**Your goal**
Please output the entries below without altering a single character.

┄┄┄┄┄┄┄┄┄┄┄┄┄┄┄┄┄┄┄┄

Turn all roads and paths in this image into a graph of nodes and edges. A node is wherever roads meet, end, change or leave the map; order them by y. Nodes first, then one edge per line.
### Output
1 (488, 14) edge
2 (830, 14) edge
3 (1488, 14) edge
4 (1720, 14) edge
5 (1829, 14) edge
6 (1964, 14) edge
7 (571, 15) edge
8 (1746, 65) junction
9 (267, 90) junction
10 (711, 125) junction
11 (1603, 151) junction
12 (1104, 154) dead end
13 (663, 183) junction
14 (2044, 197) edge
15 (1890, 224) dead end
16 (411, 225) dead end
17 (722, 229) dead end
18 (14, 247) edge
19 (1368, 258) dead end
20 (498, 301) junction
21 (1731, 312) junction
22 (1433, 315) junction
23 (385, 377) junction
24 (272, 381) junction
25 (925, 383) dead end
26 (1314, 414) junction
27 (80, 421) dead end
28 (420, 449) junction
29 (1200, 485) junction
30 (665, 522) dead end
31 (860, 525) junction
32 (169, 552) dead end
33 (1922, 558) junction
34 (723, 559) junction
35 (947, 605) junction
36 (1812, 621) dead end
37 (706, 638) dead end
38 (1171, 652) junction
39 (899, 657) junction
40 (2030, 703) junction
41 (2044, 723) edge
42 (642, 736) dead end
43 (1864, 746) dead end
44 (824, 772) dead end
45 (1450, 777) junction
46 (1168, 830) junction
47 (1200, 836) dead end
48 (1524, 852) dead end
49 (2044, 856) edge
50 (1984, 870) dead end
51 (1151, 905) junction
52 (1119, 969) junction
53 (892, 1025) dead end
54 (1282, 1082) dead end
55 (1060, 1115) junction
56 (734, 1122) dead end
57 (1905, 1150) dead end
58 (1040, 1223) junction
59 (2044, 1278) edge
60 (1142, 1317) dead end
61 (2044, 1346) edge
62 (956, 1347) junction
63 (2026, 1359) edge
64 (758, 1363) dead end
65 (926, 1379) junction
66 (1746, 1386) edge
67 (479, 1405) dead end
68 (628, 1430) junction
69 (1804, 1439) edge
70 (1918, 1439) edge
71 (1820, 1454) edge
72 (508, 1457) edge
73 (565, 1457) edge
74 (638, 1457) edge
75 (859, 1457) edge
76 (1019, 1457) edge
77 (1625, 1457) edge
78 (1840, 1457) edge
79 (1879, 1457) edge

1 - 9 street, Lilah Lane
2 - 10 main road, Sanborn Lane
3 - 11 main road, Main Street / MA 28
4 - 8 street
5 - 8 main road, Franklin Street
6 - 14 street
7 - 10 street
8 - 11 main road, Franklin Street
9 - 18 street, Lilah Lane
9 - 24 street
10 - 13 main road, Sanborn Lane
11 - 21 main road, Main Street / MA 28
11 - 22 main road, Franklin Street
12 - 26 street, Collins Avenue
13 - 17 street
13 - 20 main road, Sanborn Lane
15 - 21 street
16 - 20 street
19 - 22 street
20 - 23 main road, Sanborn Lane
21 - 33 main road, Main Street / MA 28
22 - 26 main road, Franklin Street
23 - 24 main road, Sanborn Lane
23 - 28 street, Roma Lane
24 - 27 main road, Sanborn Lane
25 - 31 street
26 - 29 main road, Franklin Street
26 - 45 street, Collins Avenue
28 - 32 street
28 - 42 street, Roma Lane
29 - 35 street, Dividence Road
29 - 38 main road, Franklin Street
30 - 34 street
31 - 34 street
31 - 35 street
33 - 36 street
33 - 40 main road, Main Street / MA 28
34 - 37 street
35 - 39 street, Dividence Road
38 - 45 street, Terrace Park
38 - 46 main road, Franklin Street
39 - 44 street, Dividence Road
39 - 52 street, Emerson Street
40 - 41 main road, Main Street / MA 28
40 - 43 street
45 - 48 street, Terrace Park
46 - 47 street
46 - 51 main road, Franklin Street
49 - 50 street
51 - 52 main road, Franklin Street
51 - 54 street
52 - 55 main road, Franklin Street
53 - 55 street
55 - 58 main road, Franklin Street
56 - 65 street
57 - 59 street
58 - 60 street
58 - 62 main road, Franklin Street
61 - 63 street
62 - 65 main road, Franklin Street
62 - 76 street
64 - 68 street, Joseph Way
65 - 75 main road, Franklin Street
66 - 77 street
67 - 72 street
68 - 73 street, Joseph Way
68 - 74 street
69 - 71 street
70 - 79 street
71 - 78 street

┄┄┄┄┄┄┄┄┄┄┄┄┄┄┄┄┄┄┄┄

**Written response**
Turn all roads and paths in this image into a graph of nodes and edges. A node is wherever roads meet, end, change or leave the map; order them by y. Nodes first, then one edge per line.
### Output
1 (488, 14) edge
2 (830, 14) edge
3 (1488, 14) edge
4 (1720, 14) edge
5 (1829, 14) edge
6 (1964, 14) edge
7 (571, 15) edge
8 (1746, 65) junction
9 (267, 90) junction
10 (711, 125) junction
11 (1603, 151) junction
12 (1104, 154) dead end
13 (663, 183) junction
14 (2044, 197) edge
15 (1890, 224) dead end
16 (411, 225) dead end
17 (722, 229) dead end
18 (14, 247) edge
19 (1368, 258) dead end
20 (498, 301) junction
21 (1731, 312) junction
22 (1433, 315) junction
23 (385, 377) junction
24 (272, 381) junction
25 (925, 383) dead end
26 (1314, 414) junction
27 (80, 421) dead end
28 (420, 449) junction
29 (1200, 485) junction
30 (665, 522) dead end
31 (860, 525) junction
32 (169, 552) dead end
33 (1922, 558) junction
34 (723, 559) junction
35 (947, 605) junction
36 (1812, 621) dead end
37 (706, 638) dead end
38 (1171, 652) junction
39 (899, 657) junction
40 (2030, 703) junction
41 (2044, 723) edge
42 (642, 736) dead end
43 (1864, 746) dead end
44 (824, 772) dead end
45 (1450, 777) junction
46 (1168, 830) junction
47 (1200, 836) dead end
48 (1524, 852) dead end
49 (2044, 856) edge
50 (1984, 870) dead end
51 (1151, 905) junction
52 (1119, 969) junction
53 (892, 1025) dead end
54 (1282, 1082) dead end
55 (1060, 1115) junction
56 (734, 1122) dead end
57 (1905, 1150) dead end
58 (1040, 1223) junction
59 (2044, 1278) edge
60 (1142, 1317) dead end
61 (2044, 1346) edge
62 (956, 1347) junction
63 (2026, 1359) edge
64 (758, 1363) dead end
65 (926, 1379) junction
66 (1746, 1386) edge
67 (479, 1405) dead end
68 (628, 1430) junction
69 (1804, 1439) edge
70 (1918, 1439) edge
71 (1820, 1454) edge
72 (508, 1457) edge
73 (565, 1457) edge
74 (638, 1457) edge
75 (859, 1457) edge
76 (1019, 1457) edge
77 (1625, 1457) edge
78 (1840, 1457) edge
79 (1879, 1457) edge

1 - 9 street, Lilah Lane
2 - 10 main road, Sanborn Lane
3 - 11 main road, Main Street / MA 28
4 - 8 street
5 - 8 main road, Franklin Street
6 - 14 street
7 - 10 street
8 - 11 main road, Franklin Street
9 - 18 street, Lilah Lane
9 - 24 street
10 - 13 main road, Sanborn Lane
11 - 21 main road, Main Street / MA 28
11 - 22 main road, Franklin Street
12 - 26 street, Collins Avenue
13 - 17 street
13 - 20 main road, Sanborn Lane
15 - 21 street
16 - 20 street
19 - 22 street
20 - 23 main road, Sanborn Lane
21 - 33 main road, Main Street / MA 28
22 - 26 main road, Franklin Street
23 - 24 main road, Sanborn Lane
23 - 28 street, Roma Lane
24 - 27 main road, Sanborn Lane
25 - 31 street
26 - 29 main road, Franklin Street
26 - 45 street, Collins Avenue
28 - 32 street
28 - 42 street, Roma Lane
29 - 35 street, Dividence Road
29 - 38 main road, Franklin Street
30 - 34 street
31 - 34 street
31 - 35 street
33 - 36 street
33 - 40 main road, Main Street / MA 28
34 - 37 street
35 - 39 street, Dividence Road
38 - 45 street, Terrace Park
38 - 46 main road, Franklin Street
39 - 44 street, Dividence Road
39 - 52 street, Emerson Street
40 - 41 main road, Main Street / MA 28
40 - 43 street
45 - 48 street, Terrace Park
46 - 47 street
46 - 51 main road, Franklin Street
49 - 50 street
51 - 52 main road, Franklin Street
51 - 54 street
52 - 55 main road, Franklin Street
53 - 55 street
55 - 58 main road, Franklin Street
56 - 65 street
57 - 59 street
58 - 60 street
58 - 62 main road, Franklin Street
61 - 63 street
62 - 65 main road, Franklin Street
62 - 76 street
64 - 68 street, Joseph Way
65 - 75 main road, Franklin Street
66 - 77 street
67 - 72 street
68 - 73 street, Joseph Way
68 - 74 street
69 - 71 street
70 - 79 street
71 - 78 street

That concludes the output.